• _WORK ORDER_:
The whole listing should be written out again exactly.

• _ENTRIES PROVIDED_:
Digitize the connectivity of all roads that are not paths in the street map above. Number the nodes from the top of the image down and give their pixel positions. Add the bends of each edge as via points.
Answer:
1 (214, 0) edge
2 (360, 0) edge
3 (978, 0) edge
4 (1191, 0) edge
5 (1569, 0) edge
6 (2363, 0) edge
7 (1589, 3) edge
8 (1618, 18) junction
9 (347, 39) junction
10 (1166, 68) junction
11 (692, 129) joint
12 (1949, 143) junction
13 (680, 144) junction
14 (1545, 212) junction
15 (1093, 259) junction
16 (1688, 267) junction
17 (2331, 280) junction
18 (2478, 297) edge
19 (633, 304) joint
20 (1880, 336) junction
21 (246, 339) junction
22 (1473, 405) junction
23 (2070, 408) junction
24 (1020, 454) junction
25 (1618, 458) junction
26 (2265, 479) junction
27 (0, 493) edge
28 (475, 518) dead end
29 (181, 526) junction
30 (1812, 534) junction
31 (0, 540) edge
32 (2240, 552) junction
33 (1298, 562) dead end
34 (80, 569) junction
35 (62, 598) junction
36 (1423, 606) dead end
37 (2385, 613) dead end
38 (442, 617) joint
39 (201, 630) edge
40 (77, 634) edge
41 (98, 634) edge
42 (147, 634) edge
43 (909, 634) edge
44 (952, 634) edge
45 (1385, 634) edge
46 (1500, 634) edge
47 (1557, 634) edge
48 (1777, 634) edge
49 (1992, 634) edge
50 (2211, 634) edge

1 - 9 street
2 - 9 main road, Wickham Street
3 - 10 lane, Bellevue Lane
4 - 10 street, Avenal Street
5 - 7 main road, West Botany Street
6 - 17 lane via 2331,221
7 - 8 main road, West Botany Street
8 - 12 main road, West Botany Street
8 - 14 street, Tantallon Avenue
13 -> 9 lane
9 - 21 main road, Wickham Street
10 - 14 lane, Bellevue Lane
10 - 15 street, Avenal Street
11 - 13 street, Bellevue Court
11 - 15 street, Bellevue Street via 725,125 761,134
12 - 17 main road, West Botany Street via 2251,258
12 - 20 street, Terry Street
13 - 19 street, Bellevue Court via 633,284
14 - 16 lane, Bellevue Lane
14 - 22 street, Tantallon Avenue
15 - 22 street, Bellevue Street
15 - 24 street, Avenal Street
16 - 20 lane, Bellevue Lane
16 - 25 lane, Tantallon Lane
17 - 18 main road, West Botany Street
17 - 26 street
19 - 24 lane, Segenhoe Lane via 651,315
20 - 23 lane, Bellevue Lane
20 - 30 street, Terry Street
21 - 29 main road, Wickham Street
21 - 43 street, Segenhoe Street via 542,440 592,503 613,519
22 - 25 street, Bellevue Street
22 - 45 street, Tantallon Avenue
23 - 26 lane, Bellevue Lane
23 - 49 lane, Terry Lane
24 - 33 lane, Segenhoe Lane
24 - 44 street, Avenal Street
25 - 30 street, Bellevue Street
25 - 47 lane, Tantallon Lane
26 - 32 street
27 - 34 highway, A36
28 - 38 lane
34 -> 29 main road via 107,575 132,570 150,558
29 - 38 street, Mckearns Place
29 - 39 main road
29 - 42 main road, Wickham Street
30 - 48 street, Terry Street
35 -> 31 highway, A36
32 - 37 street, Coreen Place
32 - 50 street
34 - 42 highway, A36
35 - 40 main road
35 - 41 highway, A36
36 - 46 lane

• _REPLY_:
Digitize the connectivity of all roads that are not paths in the street map above. Number the nodes from the top of the image down and give their pixel positions. Add the bends of each edge as via points.
Answer:
1 (214, 0) edge
2 (360, 0) edge
3 (978, 0) edge
4 (1191, 0) edge
5 (1569, 0) edge
6 (2363, 0) edge
7 (1589, 3) edge
8 (1618, 18) junction
9 (347, 39) junction
10 (1166, 68) junction
11 (692, 129) joint
12 (1949, 143) junction
13 (680, 144) junction
14 (1545, 212) junction
15 (1093, 259) junction
16 (1688, 267) junction
17 (2331, 280) junction
18 (2478, 297) edge
19 (633, 304) joint
20 (1880, 336) junction
21 (246, 339) junction
22 (1473, 405) junction
23 (2070, 408) junction
24 (1020, 454) junction
25 (1618, 458) junction
26 (2265, 479) junction
27 (0, 493) edge
28 (475, 518) dead end
29 (181, 526) junction
30 (1812, 534) junction
31 (0, 540) edge
32 (2240, 552) junction
33 (1298, 562) dead end
34 (80, 569) junction
35 (62, 598) junction
36 (1423, 606) dead end
37 (2385, 613) dead end
38 (442, 617) joint
39 (201, 630) edge
40 (77, 634) edge
41 (98, 634) edge
42 (147, 634) edge
43 (909, 634) edge
44 (952, 634) edge
45 (1385, 634) edge
46 (1500, 634) edge
47 (1557, 634) edge
48 (1777, 634) edge
49 (1992, 634) edge
50 (2211, 634) edge

1 - 9 street
2 - 9 main road, Wickham Street
3 - 10 lane, Bellevue Lane
4 - 10 street, Avenal Street
5 - 7 main road, West Botany Street
6 - 17 lane via 2331,221
7 - 8 main road, West Botany Street
8 - 12 main road, West Botany Street
8 - 14 street, Tantallon Avenue
13 -> 9 lane
9 - 21 main road, Wickham Street
10 - 14 lane, Bellevue Lane
10 - 15 street, Avenal Street
11 - 13 street, Bellevue Court
11 - 15 street, Bellevue Street via 725,125 761,134
12 - 17 main road, West Botany Street via 2251,258
12 - 20 street, Terry Street
13 - 19 street, Bellevue Court via 633,284
14 - 16 lane, Bellevue Lane
14 - 22 street, Tantallon Avenue
15 - 22 street, Bellevue Street
15 - 24 street, Avenal Street
16 - 20 lane, Bellevue Lane
16 - 25 lane, Tantallon Lane
17 - 18 main road, West Botany Street
17 - 26 street
19 - 24 lane, Segenhoe Lane via 651,315
20 - 23 lane, Bellevue Lane
20 - 30 street, Terry Street
21 - 29 main road, Wickham Street
21 - 43 street, Segenhoe Street via 542,440 592,503 613,519
22 - 25 street, Bellevue Street
22 - 45 street, Tantallon Avenue
23 - 26 lane, Bellevue Lane
23 - 49 lane, Terry Lane
24 - 33 lane, Segenhoe Lane
24 - 44 street, Avenal Street
25 - 30 street, Bellevue Street
25 - 47 lane, Tantallon Lane
26 - 32 street
27 - 34 highway, A36
28 - 38 lane
34 -> 29 main road via 107,575 132,570 150,558
29 - 38 street, Mckearns Place
29 - 39 main road
29 - 42 main road, Wickham Street
30 - 48 street, Terry Street
35 -> 31 highway, A36
32 - 37 street, Coreen Place
32 - 50 street
34 - 42 highway, A36
35 - 40 main road
35 - 41 highway, A36
36 - 46 lane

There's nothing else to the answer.